How Storage Works in a Kubernetes Container Cluster

Organizations worldwide are undergoing a shift from traditional, legacy applications to a more modern approach, including cloud-native microservices. The technology making this shift possible is containers. Kubernetes is the defacto standard for container orchestration and is helping to drive the significant push to containerized infrastructure.

One of the struggles that many find as they move to containerized workloads is understanding the differences in container architecture compared to virtual machines. Let’s look at Kubernetes container storage and detail the differences between ephemeral and persistent storage, use cases, and implementation.

What is Kubernetes?

Before diving into the storage concepts mentioned, let’s take a step back and understand Kubernetes, why it is essential to containerized workloads, and how businesses are using it today. Kubernetes is an open-source platform developed by Google to manage and orchestrate container workloads.

It also allows businesses to automate and configure their containerized workloads using a declarative model. It means your automation or configuration management code declares how the workloads should look and brings the environment in line with this desired state.

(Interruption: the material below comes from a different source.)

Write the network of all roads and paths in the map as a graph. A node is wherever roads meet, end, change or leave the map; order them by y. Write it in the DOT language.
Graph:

Kubernetes helps to solve the problem of making containers highly available. Going back in time, as organizations started to move to use containers, there was no mechanism to ensure a specific container was highly available if the container host failed. Similar to how hypervisors today protect virtual machine workloads in a hypervisor cluster, containers need the same type of protection preventing a single point of failure.

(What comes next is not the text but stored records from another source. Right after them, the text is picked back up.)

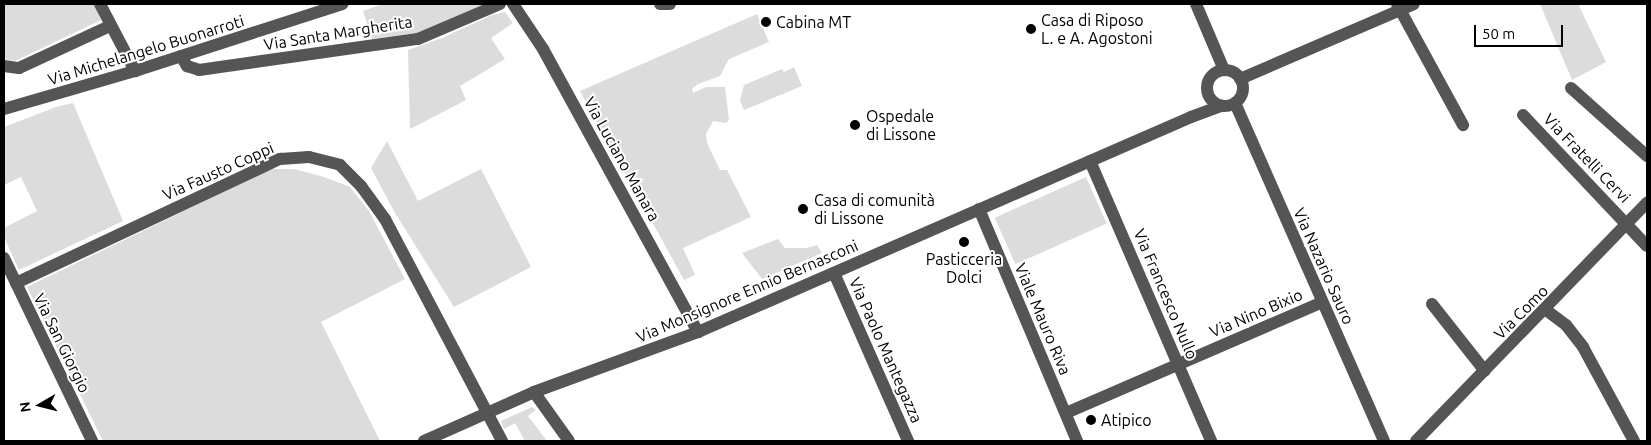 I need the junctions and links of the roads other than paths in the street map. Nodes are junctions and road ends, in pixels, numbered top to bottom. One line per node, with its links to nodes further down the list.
1 (100, 4): 10 (street)
2 (342, 4): 11 (street, Via Michelangelo Buonarroti)
3 (500, 4): 11 (street, Via Santa Margherita)
4 (513, 4): 37 (street, Via Luciano Manara)
5 (660, 4): 6 (street)
6 (670, 4)
7 (1196, 4): 13 (street)
8 (1414, 4): 9 (street)
9 (1399, 7): 15 (street); 24 (street)
10 (110, 26): 12 (street); 14 (street)
11 (181, 56): 14 (street, Via Michelangelo Buonarroti)
12 (4, 66)
13 (1224, 70): 15 (street); 17 (street)
14 (135, 71): 20 (street, Via Michelangelo Buonarroti)
15 (1240, 79): 18 (street)
16 (1571, 88): 25 (street)
17 (1207, 92): 19 (street); 23 (street)
18 (1235, 103): 19 (street); 34 (street, Via Nazario Sauro)
19 (1222, 106): 23 (street, Via Monsignore Ennio Bernasconi)
20 (9, 108): 21 (street, Via Michelangelo Buonarroti)
21 (4, 115)
22 (1523, 115): 29 (street, Via Fratelli Cervi)
23 (1191, 117): 26 (street, Via Monsignore Ennio Bernasconi)
24 (1463, 125)
25 (1647, 156)
26 (1090, 161): 28 (street, Via Monsignore Ennio Bernasconi); 38 (street, Via Francesco Nullo)
27 (1647, 204): 29 (street, Via Como)
28 (979, 209): 32 (street, Via Monsignore Ennio Bernasconi); 42 (street, Viale Mauro Riva)
29 (1628, 224): 30 (street, Via Fratelli Cervi); 36 (street, Via Como)
30 (1647, 246)
31 (4, 258): 33 (street, Via San Giorgio)
32 (834, 273): 37 (street, Via Monsignore Ennio Bernasconi); 47 (street, Via Paolo Mantegazza)
33 (16, 283): 41 (street, Via Fausto Coppi); 43 (street, Via San Giorgio)
34 (1322, 302): 38 (street, Via Nino Bixio); 50 (street, Via Nazario Sauro)
35 (1432, 304): 39 (street)
36 (1546, 310): 39 (street, Via Como); 52 (street)
37 (698, 332): 40 (street, Via Monsignore Ennio Bernasconi)
38 (1178, 365): 42 (street, Via Nino Bixio); 49 (street, Via Francesco Nullo)
39 (1485, 371): 51 (street, Via Como)
40 (534, 392): 41 (street, Via Monsignore Ennio Bernasconi); 46 (street)
41 (487, 412): 44 (street, Via Monsignore Ennio Bernasconi); 45 (street, Via Fausto Coppi)
42 (1066, 413): 48 (street, Viale Mauro Riva)
43 (92, 441)
44 (424, 441)
45 (502, 441)
46 (569, 441)
47 (908, 441)
48 (1077, 441)
49 (1210, 441)
50 (1384, 441)
51 (1416, 441)
52 (1634, 441)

While containers are lightweight and easy to spin up on another container host, manual processes do not scale well if you are running hundreds or even thousands of containers. These features are where Kubernetes comes into play. Kubernetes provides a solution that allows managing containerized workloads seamlessly. It automatically scales and fails over workloads for your application.

Note the following benefits:

Built-in load balancing – If traffic to a container is high, Kubernetes can automatically balance the load to distribute the network traffic to stabilize the workloads.
Storage management and orchestration – Kubernetes can automatically mount storage for your containerized workloads, including public cloud and local storage
Implement desired state in your containerized infrastructure – You can determine the desired state of your Kubernetes infrastructure, including creating new containers for a Kubernetes deployment, removing existing containers, and adopting resources to the new containers
Automatic bin packaging – Tell Kubernetes the amount of CPU and memory resources to allocate, and it will fit containers in nodes to make the best use of resources
Automatic self-healing – If a container begins to fail or have issues, Kubernetes can automatically restart containers and even replace containers if needed
Built-in secrets management – You can store and manage sensitive information, including passwords, OAuth tokens, and SSH keys. You can also deploy and update secrets in your application configuration without rebuilding container images

Bringing our focus back to storage, Kubernetes provides storage management and orchestration, as listed above. First, let’s consider how it works with two different types of storage – ephemeral and persistent storage and the use cases for both.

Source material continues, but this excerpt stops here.